→ **EXERCISE REQUIREMENTS**
Tell how many lines in the listing below contain the word "street", giving the number alone.

┌──

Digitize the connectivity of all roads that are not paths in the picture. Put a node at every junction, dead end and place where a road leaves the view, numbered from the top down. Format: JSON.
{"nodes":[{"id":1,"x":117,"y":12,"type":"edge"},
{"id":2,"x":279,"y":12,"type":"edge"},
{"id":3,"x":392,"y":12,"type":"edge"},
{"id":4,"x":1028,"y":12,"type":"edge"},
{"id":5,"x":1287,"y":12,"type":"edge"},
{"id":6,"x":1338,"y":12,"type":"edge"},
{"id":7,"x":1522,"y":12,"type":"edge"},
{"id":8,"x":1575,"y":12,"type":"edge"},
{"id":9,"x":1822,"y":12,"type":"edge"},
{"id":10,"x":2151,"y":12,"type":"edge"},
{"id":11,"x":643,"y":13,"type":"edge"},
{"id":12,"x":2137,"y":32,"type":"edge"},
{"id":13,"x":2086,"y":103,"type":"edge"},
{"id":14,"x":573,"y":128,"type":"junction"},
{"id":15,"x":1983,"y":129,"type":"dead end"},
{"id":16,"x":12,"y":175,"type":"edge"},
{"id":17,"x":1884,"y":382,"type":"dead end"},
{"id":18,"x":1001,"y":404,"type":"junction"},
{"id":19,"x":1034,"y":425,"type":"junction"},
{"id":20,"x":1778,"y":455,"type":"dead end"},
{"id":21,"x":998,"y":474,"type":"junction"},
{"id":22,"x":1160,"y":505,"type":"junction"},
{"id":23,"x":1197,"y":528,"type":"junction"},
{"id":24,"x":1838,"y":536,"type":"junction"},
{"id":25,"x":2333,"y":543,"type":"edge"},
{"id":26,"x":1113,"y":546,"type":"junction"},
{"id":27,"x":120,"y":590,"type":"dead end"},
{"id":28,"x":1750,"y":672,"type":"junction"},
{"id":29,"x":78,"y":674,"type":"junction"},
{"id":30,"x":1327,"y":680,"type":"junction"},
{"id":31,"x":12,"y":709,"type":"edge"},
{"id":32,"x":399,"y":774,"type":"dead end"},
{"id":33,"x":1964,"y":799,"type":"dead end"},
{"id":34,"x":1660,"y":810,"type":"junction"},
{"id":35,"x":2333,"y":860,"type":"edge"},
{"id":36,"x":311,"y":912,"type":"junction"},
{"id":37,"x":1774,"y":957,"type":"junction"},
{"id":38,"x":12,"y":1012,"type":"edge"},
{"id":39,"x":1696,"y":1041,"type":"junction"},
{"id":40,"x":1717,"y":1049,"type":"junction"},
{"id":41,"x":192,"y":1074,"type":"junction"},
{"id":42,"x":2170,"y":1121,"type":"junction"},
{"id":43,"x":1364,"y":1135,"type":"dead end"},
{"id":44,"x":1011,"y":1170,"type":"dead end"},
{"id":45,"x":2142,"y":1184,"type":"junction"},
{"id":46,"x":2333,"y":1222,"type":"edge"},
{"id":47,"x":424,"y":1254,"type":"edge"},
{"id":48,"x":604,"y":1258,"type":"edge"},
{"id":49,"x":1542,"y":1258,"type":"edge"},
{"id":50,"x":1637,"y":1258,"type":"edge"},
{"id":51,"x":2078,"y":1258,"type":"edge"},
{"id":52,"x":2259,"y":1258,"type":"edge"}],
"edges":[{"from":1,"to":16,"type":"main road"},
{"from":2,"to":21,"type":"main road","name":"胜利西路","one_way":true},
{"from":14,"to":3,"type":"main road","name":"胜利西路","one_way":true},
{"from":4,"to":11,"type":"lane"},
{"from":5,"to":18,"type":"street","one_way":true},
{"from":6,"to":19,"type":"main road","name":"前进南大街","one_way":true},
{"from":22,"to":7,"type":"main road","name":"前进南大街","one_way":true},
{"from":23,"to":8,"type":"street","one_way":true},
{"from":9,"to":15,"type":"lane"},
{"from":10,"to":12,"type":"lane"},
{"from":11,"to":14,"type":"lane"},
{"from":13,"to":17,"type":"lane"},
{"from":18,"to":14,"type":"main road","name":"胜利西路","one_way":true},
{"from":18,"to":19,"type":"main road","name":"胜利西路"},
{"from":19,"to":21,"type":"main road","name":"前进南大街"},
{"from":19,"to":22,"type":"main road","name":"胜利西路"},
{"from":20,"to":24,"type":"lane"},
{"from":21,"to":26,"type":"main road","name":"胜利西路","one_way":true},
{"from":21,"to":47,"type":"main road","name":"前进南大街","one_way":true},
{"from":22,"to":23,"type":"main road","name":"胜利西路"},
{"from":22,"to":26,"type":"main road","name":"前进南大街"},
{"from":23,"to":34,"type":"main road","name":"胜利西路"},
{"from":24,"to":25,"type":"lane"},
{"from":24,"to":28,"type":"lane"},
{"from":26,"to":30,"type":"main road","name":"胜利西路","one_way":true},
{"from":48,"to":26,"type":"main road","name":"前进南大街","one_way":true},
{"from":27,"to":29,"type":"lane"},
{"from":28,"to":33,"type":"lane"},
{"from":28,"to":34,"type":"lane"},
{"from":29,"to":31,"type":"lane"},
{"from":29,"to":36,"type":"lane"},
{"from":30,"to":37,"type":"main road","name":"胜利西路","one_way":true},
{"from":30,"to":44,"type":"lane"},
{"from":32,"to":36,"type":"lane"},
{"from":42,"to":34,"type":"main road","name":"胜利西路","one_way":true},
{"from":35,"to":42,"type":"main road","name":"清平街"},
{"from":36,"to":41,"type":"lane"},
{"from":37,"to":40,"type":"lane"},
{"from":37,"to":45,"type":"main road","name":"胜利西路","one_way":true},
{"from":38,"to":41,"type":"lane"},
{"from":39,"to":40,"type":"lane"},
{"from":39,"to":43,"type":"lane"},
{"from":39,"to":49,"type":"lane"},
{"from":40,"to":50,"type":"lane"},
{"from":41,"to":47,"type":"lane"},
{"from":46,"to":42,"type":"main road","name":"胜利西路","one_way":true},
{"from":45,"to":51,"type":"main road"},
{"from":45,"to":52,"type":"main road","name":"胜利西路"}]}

└──

→ **REPLY**
2